ポッドが部屋を出てから、暫く経つとドタドタと床を走る音が聞こえてきた。
「ナマエさん!」「ナマエッ!!」
『コーン、デント…』
コーンは血相を変えながらナマエの元へ駆け寄った。デントもコーンの後ろを着いて行き、ベッドに横たわるナマエを心配そうに見つめていた。
「申し訳ありませんでした、ナマエさん…」
『大丈夫だって、コーン。私がボーッとしてたのがいけないんだから』
「ポッドから聞きましたよ。背中を強く打ってしまったらしいですね…」
『うん、少し打ち所が悪かったみたいで。でも今は平気だよ?ポッドに手当てして貰ったし!』
「そう、ですか…。暫くは安静にしていて下さいね。このコーンに出来ることがあったら、いつでも言って下さい」
『有難う、コーン。その気持ちだけで充分だよ!』
心配するコーンにナマエはニコリと微笑んだ。その笑顔にコーンも安心したのか、その場の空気を読み「ヒヤップを待たせているので」と言って、デントとナマエを残し部屋から立ち去った。

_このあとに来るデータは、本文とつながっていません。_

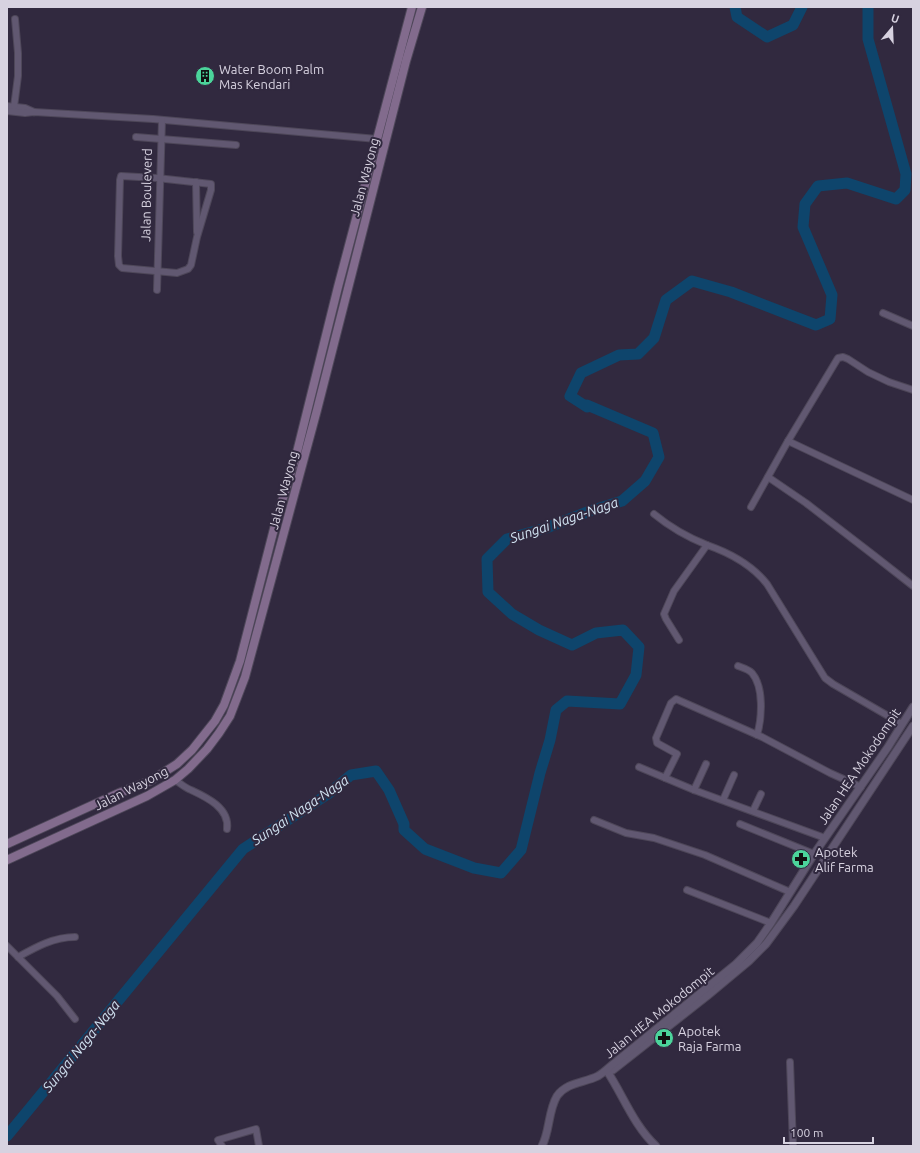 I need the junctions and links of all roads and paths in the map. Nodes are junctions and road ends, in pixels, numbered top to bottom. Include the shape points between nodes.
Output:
1 (412, 7) edge
2 (422, 7) edge
3 (15, 19) dead end
4 (7, 106) edge
5 (14, 107) junction
6 (7, 111) edge
7 (34, 112) junction
8 (160, 119) junction
9 (136, 137) dead end
10 (160, 139) junction
11 (377, 139) junction
12 (236, 145) dead end
13 (159, 178) junction
14 (196, 182) junction
15 (197, 237) junction
16 (157, 272) junction
17 (157, 290) dead end
18 (883, 314) dead end
19 (913, 326) edge
20 (913, 390) edge
21 (788, 441) junction
22 (768, 477) junction
23 (913, 500) edge
24 (751, 507) dead end
25 (654, 514) dead end
26 (707, 545) junction
27 (913, 586) edge
28 (679, 640) dead end
29 (738, 666) dead end
30 (913, 708) edge
31 (902, 724) junction
32 (913, 726) edge
33 (757, 735) junction
34 (888, 747) junction
35 (896, 752) junction
36 (706, 764) dead end
37 (639, 767) dead end
38 (734, 775) dead end
39 (665, 778) junction
40 (175, 780) junction
41 (861, 787) junction
42 (694, 790) junction
43 (761, 794) dead end
44 (854, 796) junction
45 (723, 800) junction
46 (863, 802) junction
47 (753, 811) junction
48 (594, 820) dead end
49 (740, 824) dead end
50 (227, 829) dead end
51 (825, 838) junction
52 (7, 844) edge
53 (814, 854) junction
54 (7, 860) edge
55 (687, 890) dead end
56 (790, 892) junction
57 (771, 923) junction
58 (75, 938) dead end
59 (7, 946) edge
60 (18, 957) junction
61 (75, 1018) dead end
62 (790, 1062) dead end
63 (607, 1071) junction
64 (222, 1146) edge
65 (259, 1146) edge
66 (542, 1146) edge
67 (650, 1146) edge
68 (656, 1146) edge
69 (794, 1146) edge

1 - 11 main road, Jalan Wayong
2 - 40 main road, Jalan Wayong via 245,676 230,716 219,733 207,749
3 - 5 street via 18,76
4 - 5 street
5 - 7 street
6 - 7 street
7 - 8 street
8 - 10 street, Jalan Bouleverd
8 - 11 street
9 - 10 street
10 - 12 street
10 - 13 street, Jalan Bouleverd
11 - 52 main road, Jalan Wayong via 297,452 276,521 240,661 224,705 192,750 150,781
13 - 14 street
13 - 16 street, Jalan Bouleverd
13 - 16 street via 120,178 118,256 119,266 122,268
14 - 15 street
14 - 15 street via 208,183 212,188
15 - 16 street via 188,269 177,273
16 - 17 street, Jalan Bouleverd
18 - 19 street
20 - 21 street via 868,372 848,359 838,358
21 - 22 street
21 - 23 street
22 - 24 street
22 - 27 street
25 - 26 street via 672,528
26 - 28 street via 674,591 665,610 666,619
26 - 31 street via 739,560 768,584 825,678
29 - 33 street via 752,672 757,681 761,708
30 - 31 street, Jalan HEA Mokodompit
31 - 34 street, Jalan HEA Mokodompit
32 - 35 street, Jalan HEA Mokodompit
33 - 39 street via 676,699 671,703 656,738 657,743 677,754
33 - 41 street
34 - 35 street
34 - 41 street, Jalan HEA Mokodompit
35 - 46 street, Jalan HEA Mokodompit
36 - 42 street
37 - 39 street
38 - 45 street
39 - 42 street
40 - 50 street via 214,803 227,819
40 - 54 main road, Jalan Wayong via 148,796
41 - 44 street, Jalan HEA Mokodompit
42 - 45 street
43 - 47 street
44 - 46 street
44 - 51 street, Jalan HEA Mokodompit
45 - 47 street
46 - 63 street, Jalan HEA Mokodompit via 766,944 707,996 613,1070
47 - 51 street
48 - 56 street via 626,833 654,838 705,855
49 - 53 street
51 - 53 street, Jalan HEA Mokodompit
53 - 56 street, Jalan HEA Mokodompit
55 - 57 street
56 - 57 street, Jalan HEA Mokodompit
57 - 63 street, Jalan HEA Mokodompit via 757,943 736,964
58 - 60 street via 55,940
59 - 60 street
60 - 61 street
62 - 69 street
63 - 66 street via 568,1086 560,1093 556,1098
63 - 67 street via 612,1087 643,1139
63 - 68 street via 648,1139
64 - 65 street via 218,1140 256,1129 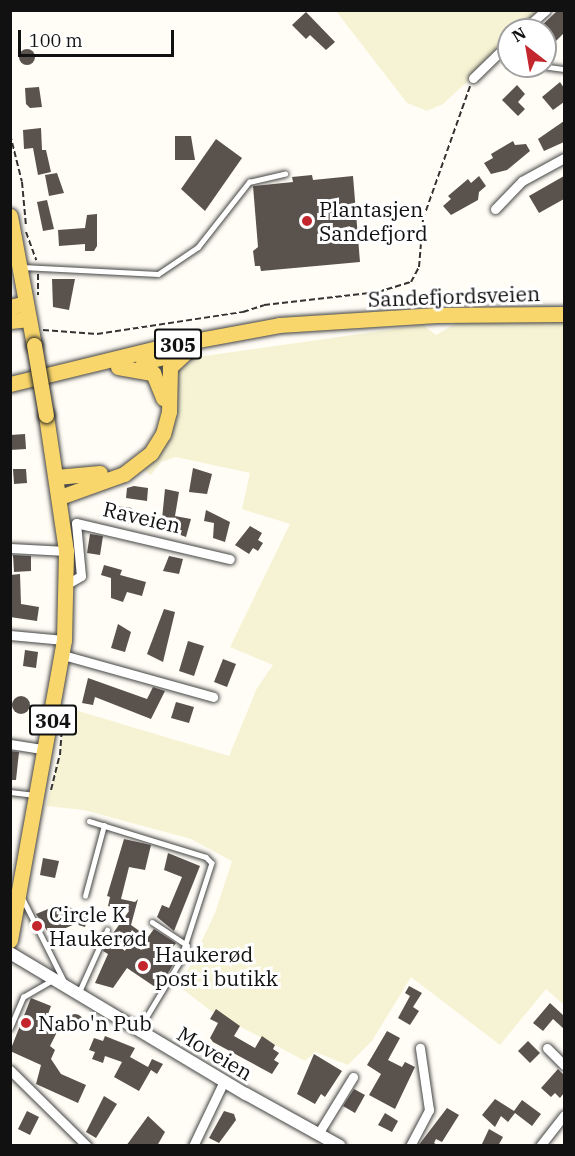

(恋人同士、二人きりにしてあげた方が今はデントにとってもナマエにとっても良いでしょうしね…)
『デント…』
「背中は大丈夫じゃなさそうだね」
『平気だってば!』
「そうやって強がるのは良くないよ」
『つ、強がってなんか…』
鋭い眼差しで私を見下ろしてくるデント。少し怒ってるような感じがする…。
「ポッドに手当てして貰ったんだって?」
『う、うん…』
「そっか」
『…デン、ト?』
「その調子じゃ今夜は無理そうだね」
『え…?』
「今朝、飛び切り甘いのが欲しいって言ってただろう?」
『あ…、』
あんなに気になってたのに、バトル中に起きたアクシデントのせいですっかり忘れてた…。
『で、でも…!』
「その怪我じゃ無理だよ。というより、怪我をさせたのは僕のせいだしね。今朝、僕が言った言葉を気にし過ぎてボーッとしてたんだろう?」
『そう、だけど…』
「これから甘いスイーツを作ってくるから、今日はそれで我慢してくれないかな?
」
『・・・、だ…』
「ん?何、ナマエ?聞こえないよ」
『…――ヤダ!』
「…ナマエ…」
『私は飛び切り甘いのが良いの!デント以上に甘いモノなんて存在しないの!』
最初はデントが作ったお菓子でも良かったけど、デント自らが私に言ったんだもの!僕が相手をするって!
『お願い、飛び切り甘いの頂戴…?』
ナマエは背中の痛みに耐えながら上体を起こすと、傍にいるデントの腰周りにギュッと抱きついた。
「ナマエには敵わないな、ホント…」
『え…?』
僕は腰に抱きつくナマエを腰から離れさせると、背中を庇いながらナマエをベッドへ押し倒した。ナマエは一瞬戸惑いと驚きの表情を浮かべ僕を見つめていた。
次第に紅く染まっていく頬を僕は両手で優しく包み込み、ゆっくりと顔を近付け、潤んだナマエの唇に口付けた。